In conclusion, we suggest that the activation of opioid μ-2 receptors, which induce the opening of KATP channels, is responsible for loperamide-induced intestinal relaxation. Therefore, peripheral opioid μ-2 receptors will be a new target in the development of agents for treating OIC.
We thank Mr. Liu KF for technical assistance.
Opioid-induced constipation (OIC) is a frequent disorder in tumor patients receiving morphine-like compounds. Thus, it is important to prevent this disorder. To date, it is still unclear which subtype of opioid receptors should be used for development of suitable agents. Loperamide is a well-known agonist of opioid receptors, without the ability to enter the brain. Many studies have reported that loperamide can be used to treat diarrhea, but the receptor site has not been established.

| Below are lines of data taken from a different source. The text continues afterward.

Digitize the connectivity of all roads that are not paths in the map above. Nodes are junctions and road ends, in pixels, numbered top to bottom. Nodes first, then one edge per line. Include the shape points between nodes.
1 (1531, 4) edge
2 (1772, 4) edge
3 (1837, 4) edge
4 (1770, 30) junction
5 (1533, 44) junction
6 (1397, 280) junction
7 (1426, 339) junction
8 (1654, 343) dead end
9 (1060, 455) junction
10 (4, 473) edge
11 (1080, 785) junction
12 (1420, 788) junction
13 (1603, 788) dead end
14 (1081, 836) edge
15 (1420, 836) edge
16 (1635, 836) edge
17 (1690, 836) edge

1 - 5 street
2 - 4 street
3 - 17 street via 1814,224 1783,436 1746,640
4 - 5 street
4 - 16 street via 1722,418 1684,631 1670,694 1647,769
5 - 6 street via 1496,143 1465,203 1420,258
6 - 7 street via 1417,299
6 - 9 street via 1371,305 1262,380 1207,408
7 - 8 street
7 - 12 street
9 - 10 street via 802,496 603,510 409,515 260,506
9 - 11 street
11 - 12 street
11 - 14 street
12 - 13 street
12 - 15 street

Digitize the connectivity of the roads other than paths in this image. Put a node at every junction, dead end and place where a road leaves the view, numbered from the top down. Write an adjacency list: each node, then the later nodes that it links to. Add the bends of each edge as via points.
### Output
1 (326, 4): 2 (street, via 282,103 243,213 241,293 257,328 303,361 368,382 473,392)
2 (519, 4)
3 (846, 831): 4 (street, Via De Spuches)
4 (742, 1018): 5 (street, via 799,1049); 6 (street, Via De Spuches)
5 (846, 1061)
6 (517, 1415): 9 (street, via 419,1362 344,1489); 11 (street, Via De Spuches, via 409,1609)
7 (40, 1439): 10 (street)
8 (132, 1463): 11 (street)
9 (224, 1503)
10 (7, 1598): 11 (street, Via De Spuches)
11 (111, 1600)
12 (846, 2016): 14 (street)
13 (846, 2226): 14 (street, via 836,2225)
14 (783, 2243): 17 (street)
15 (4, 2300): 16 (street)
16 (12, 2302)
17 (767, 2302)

Loperamide is a widely used agent in clinics and its effectiveness is believed to arise from peripheral action. In the area of prevention of constipation with loperamide, the research hotspot is how to distinguish the receptor subtype to improve its adverse reactions. Then, it will be useful for prevention of OIC.
Innovations and breakthroughs
In previous studies of loperamide for treatment of diarrhea, it was found that intestinal motility was significantly decreased. In order to decrease the side effects of loperamide, the authors investigated the receptor subtype that is selectively activated, and the results will be useful for the development of new agents with similar side effects. Thus, the authors compared loperamide with stevioside, which is mainly effective against opioid μ-1 receptors. We found that opioid μ-2 receptors linked with ATP-sensitive K+ channels are responsible for intestinal relaxation. Therefore, agents with less effect on opioid μ-2 receptors will be useful to decrease the side effects of constipation.
The results suggest that opioid μ-2 receptors are mainly responsible for intestinal relaxation. Clinical application of agents showing less affinity than loperamide to opioid μ-2 receptors could be useful for prevention of constipation.
OIC is a frequent side effect in cancer patients who received morphine-like compounds to reduce pain. Loperamide is a widely used agent for treatment of diarrhea in clinics, and it has no effect in the brain. Opioid receptors are the action site of opioids and related agents. Receptors are generally expressed in various tissues and located on the cell membrane. Subtypes of opioid receptors have been established.
This is a good descriptive study in which the authors analyzed the subtype of opioid μ receptors in the intestine of mice. The results are interesting and suggest that opioid μ-2 receptors are responsible for intestinal relaxation, which could be useful in preventing constipation by agents with less affinity for this receptor site.